Each one assumed she would be: that she would fumble
with the lighter, struggle just to get the tip to flame,
then drag too deeply on the thing between her fingers.
Each one thought she’d need to turn her face away
to cough into the evening,
the asphalt, the gutter filled with straw wrappers and Sweetbay
magnolia petals. So each girl,
when she brings the cigarette up to her mouth, is surprised
to find it only stings her throat a little, not even as much as her father’s gin,
not even as much as the sip she takes in plain sight and is allowed to enjoy.
They are all more thrilled by the pennies of low light
cast on their hands than any of the rest of it.

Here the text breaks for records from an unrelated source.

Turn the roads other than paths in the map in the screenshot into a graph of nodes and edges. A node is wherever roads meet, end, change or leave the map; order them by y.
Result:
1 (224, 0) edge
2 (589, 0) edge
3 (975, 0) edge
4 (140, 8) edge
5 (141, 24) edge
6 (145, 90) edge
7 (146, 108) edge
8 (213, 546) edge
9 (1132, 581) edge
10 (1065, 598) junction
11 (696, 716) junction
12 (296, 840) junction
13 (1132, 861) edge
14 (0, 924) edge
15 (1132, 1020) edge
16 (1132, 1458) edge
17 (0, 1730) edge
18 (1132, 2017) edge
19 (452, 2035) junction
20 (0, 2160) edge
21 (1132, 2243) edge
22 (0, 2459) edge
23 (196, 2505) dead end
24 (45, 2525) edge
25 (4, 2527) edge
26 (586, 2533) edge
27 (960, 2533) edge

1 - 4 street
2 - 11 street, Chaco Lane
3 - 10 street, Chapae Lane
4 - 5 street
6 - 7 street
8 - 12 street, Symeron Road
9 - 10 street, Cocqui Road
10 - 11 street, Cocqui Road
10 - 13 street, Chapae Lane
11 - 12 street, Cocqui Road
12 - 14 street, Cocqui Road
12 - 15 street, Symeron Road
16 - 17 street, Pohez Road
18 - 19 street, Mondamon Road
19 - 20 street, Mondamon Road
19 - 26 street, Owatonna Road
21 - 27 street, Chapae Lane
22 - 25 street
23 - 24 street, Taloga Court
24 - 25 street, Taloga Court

They smoke the cigarettes all the way down,
because they feel like they should, and then, already casual,
put them out with the heels of their boots.
One gathers her hair at the nape of her neck, lifts it up and pins it high
and loose, like honeysuckle spilling over the fences, another runs the rough moon
of her fingernail along her lip and laughs, and the third is already moving
toward a pickup truck. She turns back to wave,
her whole body sudden and shining in the headlights.
In the morning, each one will discover it:
in her hair, in the ditch
of her collarbone, in the soft globe of her mouth,
and marvel at how slow it is to leave her.